Certainly the Cuban was no coward. But, as he came out from the murk of those chambers with their rotting floors, many of them undermined by oubliettes and dungeons, he felt a chill of fear. Even the occasional bursts of sunshine through the cloud-fog which perpetually sweeps over La FerriÈre did not hearten him. He passed into the open space back of the outer walls and set himself to climb the long flight of stone steps that led to the battlements, where, he thought, his fellow conspirators might be. But, on the summit, he found himself alone.

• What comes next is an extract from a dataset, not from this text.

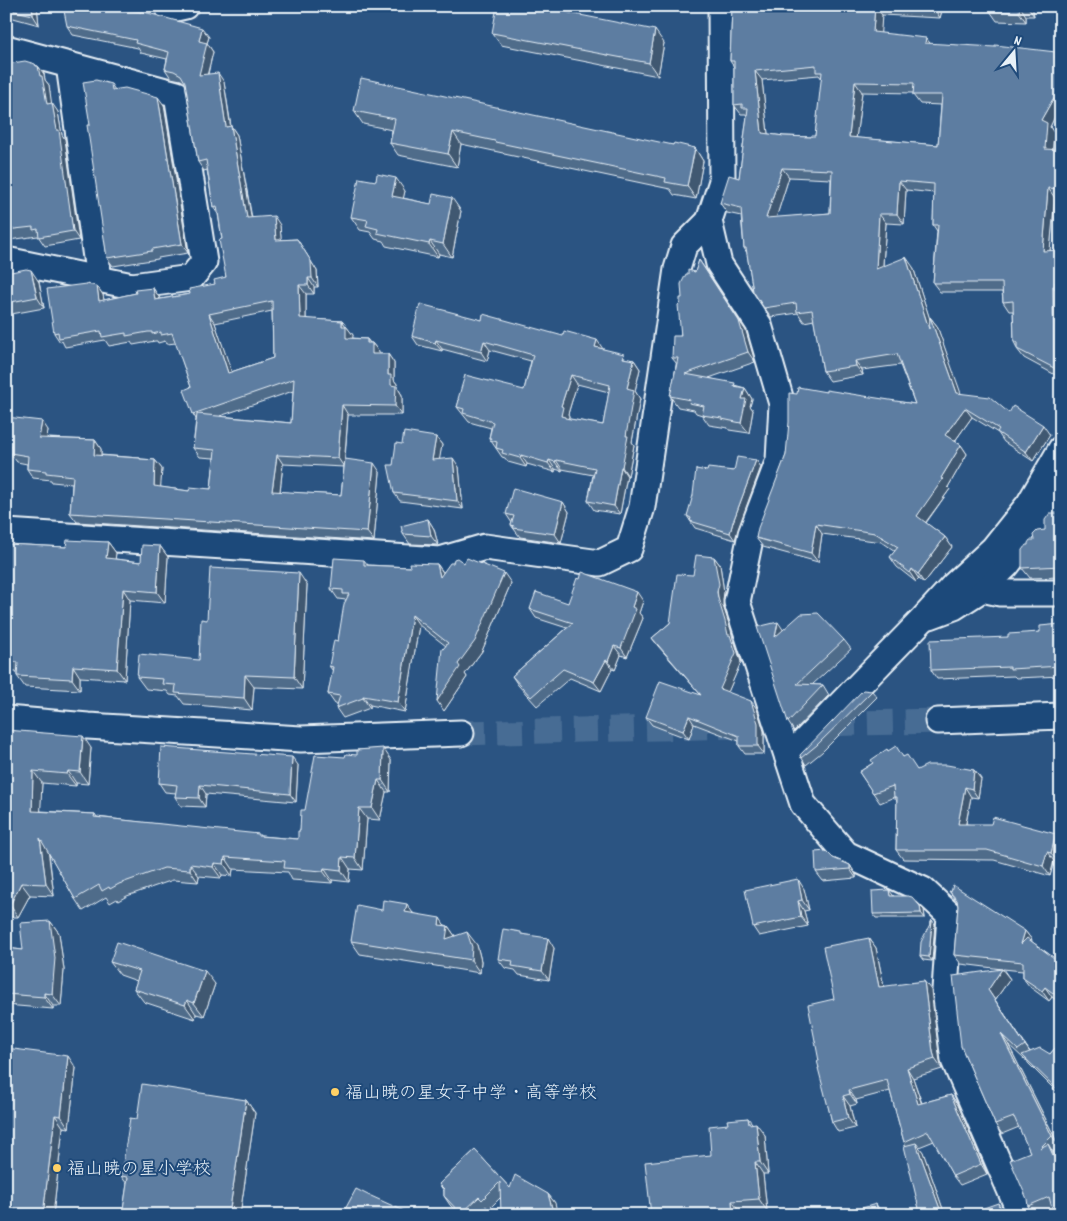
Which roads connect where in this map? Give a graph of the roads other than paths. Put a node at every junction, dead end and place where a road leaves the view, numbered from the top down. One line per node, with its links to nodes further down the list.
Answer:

The battlements cowed his spirits. With walls fifteen feet thick, wide enough to allow a carriage to be driven upon them, they looked over a sheer drop of two thousand feet. Sinister and forbidding, even the sunlight could not lessen their grimness.

As if in memory of the hundreds of victims who had been bidden jump off those ramparts, merely for Christophe's amusement, or who had been hurled, screaming, as penalty for his displeasure, a ruddy moss feeding upon decay, has spread over the stones, and this moss, ever kept damp by the cloud-banks which wreathe the Citadel continually is moistly red, like newly shed blood. In cracks and corners, fungi of poisonous hues adds another touch of wickedness. Manuel shivered with repulsion. Probably not in all the world, certainly not in the Western Hemisphere, is there a ruin of such historic terror as the Citadel of the Black Emperor on the summit of La FerriÈre.1

1 This ruin, now, is nominally in territory under the jurisdiction of an American provost-marshal. It is therefore less difficult of access than formerly, but it is still considered unsafe for travelers.

A gleam of sun revealed the extraordinary impregnability of the place. The double-walled entrance from the hillside, pierced by but a single gate, could only be battered down by heavy artillery, and no guns powerful enough for such a feat could be brought up the hill. The Inner Citadel, access to which was only by a long flight of steps, is unapproachable from any other point, and a handful of defenders could keep an army at bay.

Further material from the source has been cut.